Non si può pensare di lavorare bene con gruppi superiori ai 25 alunni: le cosiddette “classi pollaio” non sono affatto funzionali all’apprendimento. L’ideale sarebbe lavorare con gruppi classe tra i 20 e i 25 alunni, perché la priorità per ogni insegnante deve essere quella di far funzionare la classe come gruppo. Quindi è importantissimo nei primi giorni di scuola costruire l’appartenenza al gruppo classe attraverso attività di carattere socio-affettivo che permettano agli alunni di riconoscersi tra loro, di costruire una coesione, un senso di appartenenza a una comune esperienza di apprendimento.
In tal senso sono particolarmente utili le attività di ritualizzazione: all’inizio della giornata scolastica è importante dedicare un momento per ritrovarsi come gruppo; mantenere uno spazio per la gestione dei conflitti; scandire l’anno scolastico con momenti significativi e comuni (come la gita, lo spettacolo, la festa) in cui i bambini siano coinvolti in prima persona. Esistono poi molti altri accorgimenti, come disporre i banchi in modo che prevalga la possibilità per gli alunni di lavorare insieme, di comunicare, di confrontarsi.

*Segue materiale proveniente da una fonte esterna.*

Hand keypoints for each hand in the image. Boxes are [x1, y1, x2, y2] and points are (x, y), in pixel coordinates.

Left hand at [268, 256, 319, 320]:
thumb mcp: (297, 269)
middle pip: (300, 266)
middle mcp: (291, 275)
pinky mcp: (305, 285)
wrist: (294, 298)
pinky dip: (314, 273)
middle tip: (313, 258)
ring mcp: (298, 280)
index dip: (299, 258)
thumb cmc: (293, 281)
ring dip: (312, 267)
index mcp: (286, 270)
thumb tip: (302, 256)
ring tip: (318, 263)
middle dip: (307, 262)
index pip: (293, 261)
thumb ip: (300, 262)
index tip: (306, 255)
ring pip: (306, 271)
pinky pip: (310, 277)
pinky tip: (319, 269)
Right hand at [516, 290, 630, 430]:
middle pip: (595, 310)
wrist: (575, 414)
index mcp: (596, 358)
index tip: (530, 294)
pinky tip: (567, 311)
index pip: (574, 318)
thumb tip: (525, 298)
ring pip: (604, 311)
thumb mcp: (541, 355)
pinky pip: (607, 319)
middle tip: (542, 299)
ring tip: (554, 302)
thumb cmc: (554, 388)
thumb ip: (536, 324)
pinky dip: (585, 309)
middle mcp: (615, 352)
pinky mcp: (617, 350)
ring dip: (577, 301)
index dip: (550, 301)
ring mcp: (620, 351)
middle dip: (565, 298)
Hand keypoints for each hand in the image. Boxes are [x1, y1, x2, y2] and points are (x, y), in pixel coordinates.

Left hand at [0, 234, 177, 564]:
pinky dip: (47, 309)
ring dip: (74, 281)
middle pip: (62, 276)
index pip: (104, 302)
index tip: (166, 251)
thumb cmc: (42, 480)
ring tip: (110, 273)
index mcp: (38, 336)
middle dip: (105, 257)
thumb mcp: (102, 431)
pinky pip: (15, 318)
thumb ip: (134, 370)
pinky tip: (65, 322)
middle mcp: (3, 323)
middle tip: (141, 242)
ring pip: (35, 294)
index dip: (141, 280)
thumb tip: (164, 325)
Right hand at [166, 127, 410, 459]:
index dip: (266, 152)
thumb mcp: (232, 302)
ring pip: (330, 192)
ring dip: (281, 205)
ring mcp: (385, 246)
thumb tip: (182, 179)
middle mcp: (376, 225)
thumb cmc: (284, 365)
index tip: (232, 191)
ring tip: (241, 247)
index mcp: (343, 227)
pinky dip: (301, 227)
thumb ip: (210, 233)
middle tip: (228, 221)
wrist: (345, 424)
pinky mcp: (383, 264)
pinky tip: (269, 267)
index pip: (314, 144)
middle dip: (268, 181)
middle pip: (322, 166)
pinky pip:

Per concludere, un appello finale: non cercate la scuola dove far vincere i vostri figli. Cercate la scuola dove gli alunni collaborano per imparare assieme.
Mentre l’Italia si affanna a emanare il progetto di riforma della Buona Scuola, imperniata sulla triade competizione-valutazione-merito, la Finlandia si affretta a riformare la sua di scuola che, a dire il vero, godeva già di ottima salute. Il modello scolastico finlandese è, infatti, uno dei più avanzati e più studiati al mondo. Il nuovo modello pedagogico, già partito da due anni e, secondo le stime, destinato a soppiantare completamente il vecchio entro il 2020, prevede la sostituzione delle classiche “materie” scolastiche con aree tematiche, o “argomenti” all’interno dei quali si affronta in modo trasversale lo studio di tutti gli aspetti che quel determinato tema coinvolge. Per esempio, gli studenti di alcuni licei finlandesi possono studiare “Unione Europea”, una materia che comprende princìpi basilari di economia, di storia degli Stati e delle lingue che si parlano nelle nazioni dell’UE.
La tradizionale lezione frontale, con il professore che spiega e gli alunni che ascoltano, finirà definitivamente nel dimenticatoio: gli studenti finlandesi verranno organizzati in piccoli gruppi che affronteranno problemi di diversa natura, facendo esperienza dei propri apprendimenti e lavorando insieme. La maggior parte degli insegnanti ha già ricevuto una formazione per poter lavorare secondo il nuovo modello scolastico e il governo finlandese si è impegnato a fornire un incentivo economico a tutti gli insegnanti che aderiscono volontariamente a questo nuovo modello.